Once every four years on February 29th the relic is taken around the local villages and unblemished maidens gently hold the object to their bosom, in the belief it will help them find true love and an ability to beguile the men folk with the skilfully executed water-colours much prized in the area, and particularly in the Cinque Port town of Rye.

Now the history of this object is not as old as one might think. It’s only been there since 1946 just after the end of the 2nd World War, and what follows explains a mystery that has confused scholars for many years.

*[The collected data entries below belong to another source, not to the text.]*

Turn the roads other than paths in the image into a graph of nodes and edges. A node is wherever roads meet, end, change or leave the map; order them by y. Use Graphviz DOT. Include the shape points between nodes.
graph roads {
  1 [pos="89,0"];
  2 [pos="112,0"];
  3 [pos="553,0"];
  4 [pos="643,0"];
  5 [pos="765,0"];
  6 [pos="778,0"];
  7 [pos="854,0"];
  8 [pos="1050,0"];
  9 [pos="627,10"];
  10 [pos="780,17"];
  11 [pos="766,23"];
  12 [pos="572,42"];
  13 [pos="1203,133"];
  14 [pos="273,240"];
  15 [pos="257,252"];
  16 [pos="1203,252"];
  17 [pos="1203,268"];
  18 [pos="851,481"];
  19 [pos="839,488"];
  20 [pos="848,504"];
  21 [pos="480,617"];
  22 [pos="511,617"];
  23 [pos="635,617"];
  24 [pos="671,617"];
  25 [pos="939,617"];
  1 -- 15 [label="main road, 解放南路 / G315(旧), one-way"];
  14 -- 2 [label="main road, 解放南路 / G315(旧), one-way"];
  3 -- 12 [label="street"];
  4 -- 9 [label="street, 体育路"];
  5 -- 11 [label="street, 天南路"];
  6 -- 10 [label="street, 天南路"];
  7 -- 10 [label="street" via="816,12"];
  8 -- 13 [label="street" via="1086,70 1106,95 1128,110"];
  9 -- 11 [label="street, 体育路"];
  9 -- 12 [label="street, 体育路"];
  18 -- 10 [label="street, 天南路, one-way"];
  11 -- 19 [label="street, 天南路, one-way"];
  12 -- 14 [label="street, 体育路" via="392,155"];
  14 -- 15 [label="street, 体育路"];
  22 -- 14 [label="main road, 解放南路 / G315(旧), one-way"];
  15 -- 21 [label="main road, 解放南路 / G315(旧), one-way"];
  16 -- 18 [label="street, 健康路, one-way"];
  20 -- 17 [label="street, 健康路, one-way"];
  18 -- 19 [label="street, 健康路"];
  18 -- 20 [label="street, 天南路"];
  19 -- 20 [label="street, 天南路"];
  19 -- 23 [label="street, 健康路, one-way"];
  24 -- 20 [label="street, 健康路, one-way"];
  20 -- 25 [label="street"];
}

The story goes that the curate at the time was a bit of a ladies man [the only flaw in a character that otherwise was as pure as the driven snow] and that his carnal appetites were gathering pace. All the women in the area the parish covered, had in fact been covered by Cuthbert Blenkinsop, or at least chased; even the chaste.

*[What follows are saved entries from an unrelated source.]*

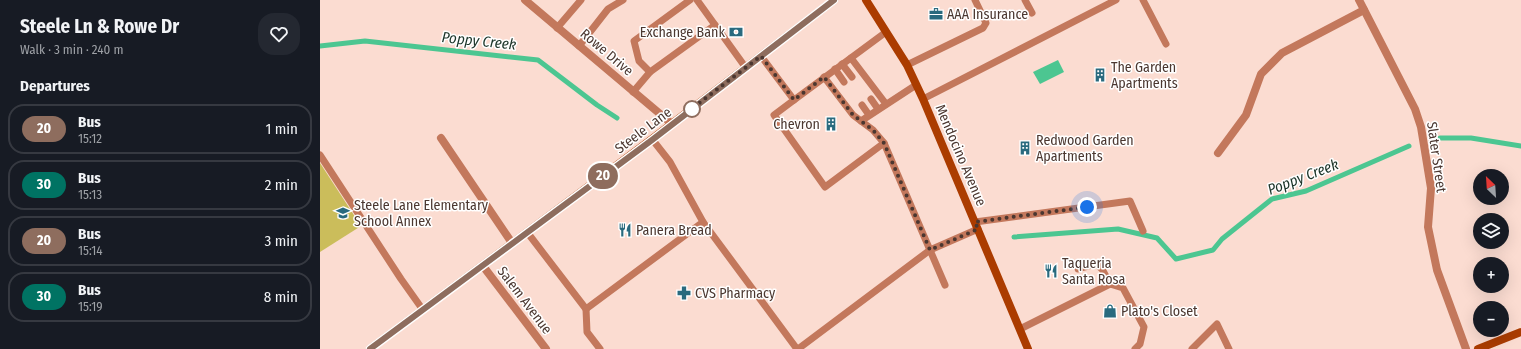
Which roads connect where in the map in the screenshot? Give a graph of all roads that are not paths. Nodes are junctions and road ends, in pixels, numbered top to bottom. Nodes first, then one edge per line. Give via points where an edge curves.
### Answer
1 (525, 0) edge
2 (581, 0) edge
3 (623, 0) edge
4 (690, 0) edge
5 (697, 0) edge
6 (834, 0) edge
7 (866, 0) edge
8 (975, 0) edge
9 (1025, 0) edge
10 (1116, 0) edge
11 (1142, 0) edge
12 (1359, 0) edge
13 (1364, 10) junction
14 (1032, 13) dead end
15 (715, 25) junction
16 (557, 28) junction
17 (886, 32) junction
18 (1166, 44) dead end
19 (579, 46) junction
20 (761, 56) junction
21 (851, 58) junction
22 (842, 64) junction
23 (907, 65) junction
24 (746, 68) junction
25 (835, 70) junction
26 (650, 72) junction
27 (852, 76) dead end
28 (824, 77) junction
29 (844, 82) dead end
30 (916, 85) junction
31 (633, 92) junction
32 (870, 99) dead end
33 (923, 99) junction
34 (794, 100) junction
35 (886, 104) junction
36 (862, 105) dead end
37 (878, 109) junction
38 (869, 115) junction
39 (861, 121) junction
40 (672, 124) junction
41 (441, 138) dead end
42 (652, 140) junction
43 (884, 143) junction
44 (1218, 154) dead end
45 (320, 155) edge
46 (703, 222) junction
47 (977, 225) junction
48 (1143, 231) dead end
49 (527, 232) junction
50 (512, 243) junction
51 (930, 250) junction
52 (483, 266) junction
53 (1078, 269) dead end
54 (1110, 284) junction
55 (945, 285) dead end
56 (586, 309) junction
57 (423, 310) junction
58 (1020, 329) junction
59 (1521, 332) edge
60 (1026, 348) edge
61 (370, 349) edge
62 (546, 349) edge
63 (600, 349) edge
64 (798, 349) edge
65 (1135, 349) edge
66 (1192, 349) edge
67 (1229, 349) edge
68 (1466, 349) edge
69 (1478, 349) edge

1 - 16 street, Rowe Drive
2 - 16 lane
3 - 19 lane via 608,9
4 - 26 lane via 634,41 639,62
5 - 15 lane
6 - 20 main road, Steele Lane
7 - 17 main road, Mendocino Avenue
8 - 23 lane via 986,23 983,28
9 - 14 lane
10 - 33 lane
11 - 18 lane
12 - 13 street, Slater Street
13 - 44 street via 1282,52 1261,74 1246,115
13 - 68 street, Slater Street via 1415,109 1421,127 1431,188 1428,227 1437,270
15 - 24 lane
15 - 26 lane
16 - 19 street, Rowe Drive
17 - 21 lane
17 - 23 main road, Mendocino Avenue
19 - 31 street, Rowe Drive
20 - 24 main road, Steele Lane
20 - 34 lane
21 - 22 lane
21 - 35 lane
22 - 25 lane
22 - 27 lane
23 - 30 main road, Mendocino Avenue
24 - 40 main road, Steele Lane
25 - 28 lane
25 - 29 lane
26 - 31 lane
28 - 34 lane
28 - 39 lane via 853,115
30 - 33 main road, Mendocino Avenue
30 - 35 lane
31 - 40 street, Rowe Drive
32 - 37 lane
33 - 47 main road, Mendocino Avenue
34 - 43 lane via 774,115 825,187
35 - 37 lane
36 - 38 lane
37 - 38 lane
38 - 39 lane
39 - 43 lane
40 - 42 main road, Steele Lane
41 - 50 street
42 - 46 lane via 670,162
42 - 49 main road, Steele Lane
43 - 51 lane
45 - 57 lane
46 - 56 lane
46 - 64 lane
47 - 48 lane via 1130,201
47 - 51 lane
47 - 58 main road, Mendocino Avenue
49 - 50 main road, Steele Lane
49 - 56 lane
50 - 52 main road, Steele Lane
51 - 55 lane
51 - 64 lane
52 - 57 main road, Steele Lane
52 - 62 street, Salem Avenue
53 - 54 lane via 1096,264 1102,269
54 - 58 lane
54 - 65 lane via 1123,288 1144,327 1140,344
56 - 63 lane via 586,332
57 - 61 main road, Steele Lane
58 - 60 main road, Mendocino Avenue
59 - 69 main road
66 - 67 lane via 1217,324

On this particular Sunday, a few minutes before evensong, he was lying under a hedge getting his cassock into a twist with Miss Murial Walker, a spinster who had given up hoping that she would ever know anything about the pleasures of the flesh. Cuthbert was just struggling with the buttons on the third layer of her cardigans [Miss Walker felt the cold] when suddenly he noticed that his …. now how should I put it …. his raison d’etre, had turned brown and was burning at the end. He stood up rather abruptly and the love of his life fell to the ground. He screamed and ran off and although there were rumours that he ended his days in a nunnery, he was never seen in person again. Miss Walker in her naivete, presuming that this was all quite normal if a little puzzling, picked the object up as a memento and started for home. However the excitement proved too much for her and she collapsed and died under the lychgate leading into the churchyard. She was discovered there a few minutes later by none other than Winston Churchill, who, relaxing after a rather tiring war, had been painting one of his beloved watercolours in the nearby field. He was dumbfounded to see that the poor dead woman was clasping one of his cigar butts tightly in her left hand.

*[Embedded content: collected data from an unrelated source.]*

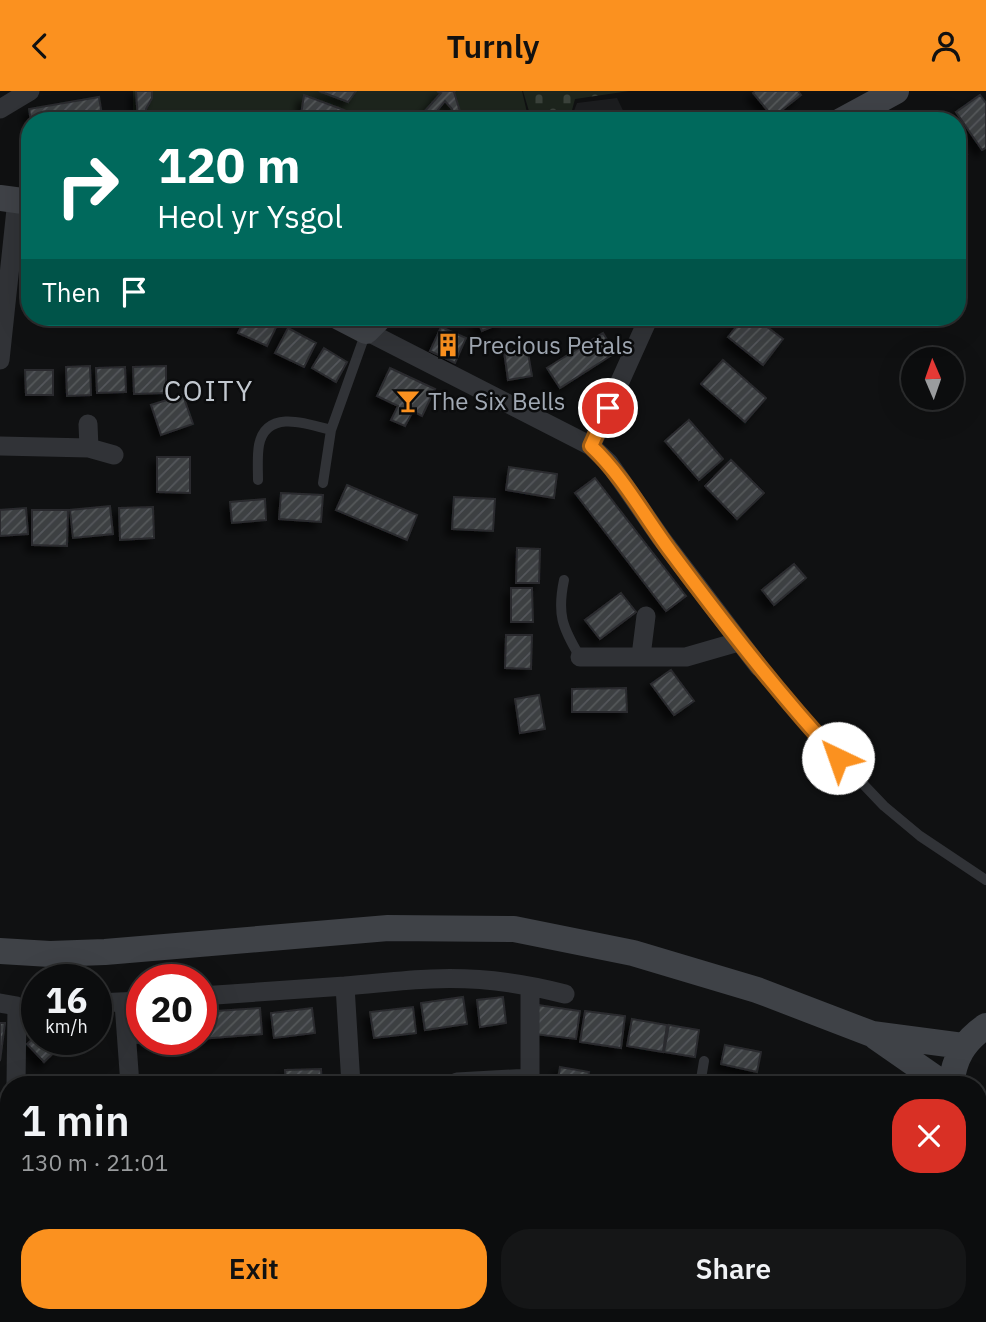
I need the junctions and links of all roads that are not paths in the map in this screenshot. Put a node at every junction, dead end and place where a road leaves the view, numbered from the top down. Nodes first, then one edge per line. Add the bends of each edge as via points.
1 (30, 91) edge
2 (896, 91) edge
3 (0, 109) edge
4 (858, 112) edge
5 (16, 200) edge
6 (372, 326) edge
7 (377, 326) edge
8 (645, 326) edge
9 (0, 360) edge
10 (88, 424) dead end
11 (331, 430) junction
12 (0, 446) edge
13 (591, 446) junction
14 (89, 448) junction
15 (114, 455) dead end
16 (258, 480) dead end
17 (323, 483) dead end
18 (564, 580) dead end
19 (646, 616) dead end
20 (738, 642) junction
21 (641, 656) junction
22 (580, 657) joint
23 (759, 667) joint
24 (986, 880) edge
25 (0, 951) edge
26 (345, 986) junction
27 (530, 987) junction
28 (565, 994) dead end
29 (217, 995) edge
30 (0, 1003) edge
31 (986, 1026) edge
32 (872, 1034) junction
33 (963, 1046) junction
34 (131, 1055) edge
35 (704, 1061) dead end
36 (16, 1076) edge
37 (130, 1076) edge
38 (350, 1076) edge
39 (530, 1076) edge
40 (702, 1076) edge
41 (932, 1076) edge
42 (952, 1076) edge

1 - 3 street
2 - 4 street
5 - 9 street
6 - 11 lane
7 - 13 street
8 - 13 street
10 - 14 street
11 - 16 lane via 304,422 276,422 261,436
11 - 17 lane
12 - 14 street
13 - 20 street via 609,463
14 - 15 street
18 - 22 lane via 560,618
19 - 21 street
20 - 21 street via 686,657
20 - 23 street
21 - 22 street
23 - 24 lane via 884,806
25 - 32 street via 105,952 388,928 514,929 633,953 757,990
26 - 27 street via 432,979
26 - 29 street
26 - 38 street
27 - 28 street
27 - 39 street
30 - 36 street via 17,1006
31 - 33 street
32 - 33 street
32 - 41 street
33 - 42 street
34 - 37 street
35 - 40 lane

Nobody could fathom out what had happened and her death remained unexplained. As her purity was a byword, the cigar butt, obviously implicated in her death in some strange way, was thought to have special powers connected with the ‘undefiled’. It was taken to the church where it was hoped it’s powers would be kept in check, and over time took on the mantle of a Holy Relic.
Using my great intuitive skills and my rather awesome powers of deduction I’ve managed to piece the pieces together to offer this full and frank explanation …… my brain power is rather scary isn’t it?